The English Housing Survey for 2014/15 has shown that the decline in rates of home ownership that has been going on since 2003 “appears to have abated”.

The survey showed that in 2014/15, there was a slight but important increase in owner occupancy, from 63.3% of the total housing stock the year before, to 63.6%. This amounted to an extra 5,000 households who own their home rather than rent and is the first rise of its kind for more than 10 years.

In 2014/15, among the total housing stock in the UK, there were 14.3 million owner occupiers, 4.3 million (19%) private renters, and 3.9 million (17.4%) social renters.

The number of homeowners among the 14.3 million who own their home outright, as opposed to being in the process of paying off a mortgage also went up, for the second year, to 7.5 million.

However, while this is being treated as a landmark success by some, it is, arguably, jumping the gun slightly to treat the problem as being solved yet.

Lucian Cook of Savills warned that “the short term trends shown in the latest English Housing Survey need to be treated with caution, given that the reported fall in private renting in 2014-15 follows a particularly large increase in the preceding year.”

Kevin Purvey, of the Intermediary Mortgage Lenders Association, said: “the apparent end to a decade of declining owner-occupation in England should not gloss over the fact that serious thought needs to be given to the direction of UK housing policy.”

Savills associate director of residential research, Neal Hudson, said that the factors that have been driving the decline in home ownership (largely shortening supply and growing demand pushing up prices much faster than wages are increasing, leading to a lack of affordability) are likely to continue, which will most likely cause the decline to resume once more.

Further, while home ownership saw a slight boost last year, that was not the only thing revealed by the report.

The average age of a first time buyer has gone up to 33, and a recent study showed as both house prices and rental costs have been going up, the average first time buyer will have spent over £55,000 on rent before they actually buy their first home.

The number of young people (25-34) who expect themselves to be owning a property rather than renting at any point in the near future has also fallen from 61% to 57%, a figure that is in line with most recent studies about the state of the property market.

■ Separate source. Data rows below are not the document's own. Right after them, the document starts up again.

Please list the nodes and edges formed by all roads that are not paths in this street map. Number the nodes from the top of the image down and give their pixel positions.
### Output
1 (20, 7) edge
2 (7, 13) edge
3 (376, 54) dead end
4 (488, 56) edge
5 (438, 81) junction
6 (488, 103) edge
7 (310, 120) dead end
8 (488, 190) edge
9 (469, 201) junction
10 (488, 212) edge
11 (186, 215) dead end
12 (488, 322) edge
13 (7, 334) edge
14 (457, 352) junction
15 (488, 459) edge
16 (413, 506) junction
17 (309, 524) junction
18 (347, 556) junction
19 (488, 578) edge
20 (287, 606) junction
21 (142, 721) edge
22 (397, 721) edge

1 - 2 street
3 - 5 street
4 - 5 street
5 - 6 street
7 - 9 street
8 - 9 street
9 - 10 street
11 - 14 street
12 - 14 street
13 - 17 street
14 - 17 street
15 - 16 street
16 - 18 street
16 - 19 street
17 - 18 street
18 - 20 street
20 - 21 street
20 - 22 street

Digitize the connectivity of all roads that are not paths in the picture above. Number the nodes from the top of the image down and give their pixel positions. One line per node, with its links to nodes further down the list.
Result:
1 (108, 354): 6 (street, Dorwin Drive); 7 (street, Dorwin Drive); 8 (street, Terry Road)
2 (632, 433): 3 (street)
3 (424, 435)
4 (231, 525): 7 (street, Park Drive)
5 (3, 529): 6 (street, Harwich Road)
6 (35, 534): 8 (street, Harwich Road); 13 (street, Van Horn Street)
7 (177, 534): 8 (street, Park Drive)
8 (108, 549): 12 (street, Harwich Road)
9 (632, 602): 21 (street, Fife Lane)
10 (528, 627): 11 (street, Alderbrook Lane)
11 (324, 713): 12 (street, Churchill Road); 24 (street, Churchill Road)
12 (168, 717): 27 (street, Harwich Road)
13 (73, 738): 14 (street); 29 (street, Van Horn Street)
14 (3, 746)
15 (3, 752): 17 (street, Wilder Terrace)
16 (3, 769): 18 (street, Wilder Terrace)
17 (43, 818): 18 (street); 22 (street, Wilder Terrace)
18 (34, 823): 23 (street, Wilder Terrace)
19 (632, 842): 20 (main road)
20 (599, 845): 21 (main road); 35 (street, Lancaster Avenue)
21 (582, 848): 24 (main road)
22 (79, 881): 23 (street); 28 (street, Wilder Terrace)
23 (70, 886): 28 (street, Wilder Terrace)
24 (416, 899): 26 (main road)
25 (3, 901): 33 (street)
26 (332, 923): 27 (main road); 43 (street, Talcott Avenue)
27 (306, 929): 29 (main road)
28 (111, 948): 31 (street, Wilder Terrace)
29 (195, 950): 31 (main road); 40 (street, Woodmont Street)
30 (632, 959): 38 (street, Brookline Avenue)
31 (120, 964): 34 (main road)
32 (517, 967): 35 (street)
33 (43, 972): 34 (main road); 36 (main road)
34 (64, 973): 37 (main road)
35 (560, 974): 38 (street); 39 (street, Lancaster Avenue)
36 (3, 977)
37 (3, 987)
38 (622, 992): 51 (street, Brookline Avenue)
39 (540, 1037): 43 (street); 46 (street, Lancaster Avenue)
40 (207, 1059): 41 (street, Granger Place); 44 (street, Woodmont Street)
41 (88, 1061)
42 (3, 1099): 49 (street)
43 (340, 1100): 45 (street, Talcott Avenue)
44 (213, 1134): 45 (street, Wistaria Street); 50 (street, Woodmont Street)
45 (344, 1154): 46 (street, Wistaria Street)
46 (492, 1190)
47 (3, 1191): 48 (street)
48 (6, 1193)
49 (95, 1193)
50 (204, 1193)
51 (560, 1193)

There are also more families with children in rented accommodation than there have been before, at 1.9 million. This has gone up by over 900,000 in the past decade.
Campbell Robb, head of the homelessness charity Shelter, said: “these figures are a stark reminder that for millions of families and young people, it’s becoming utterly impossible to create a stable future in a place they can really call home. Instead of being able to put down roots, more and more people are stuck spending vast amounts of their income on rent.”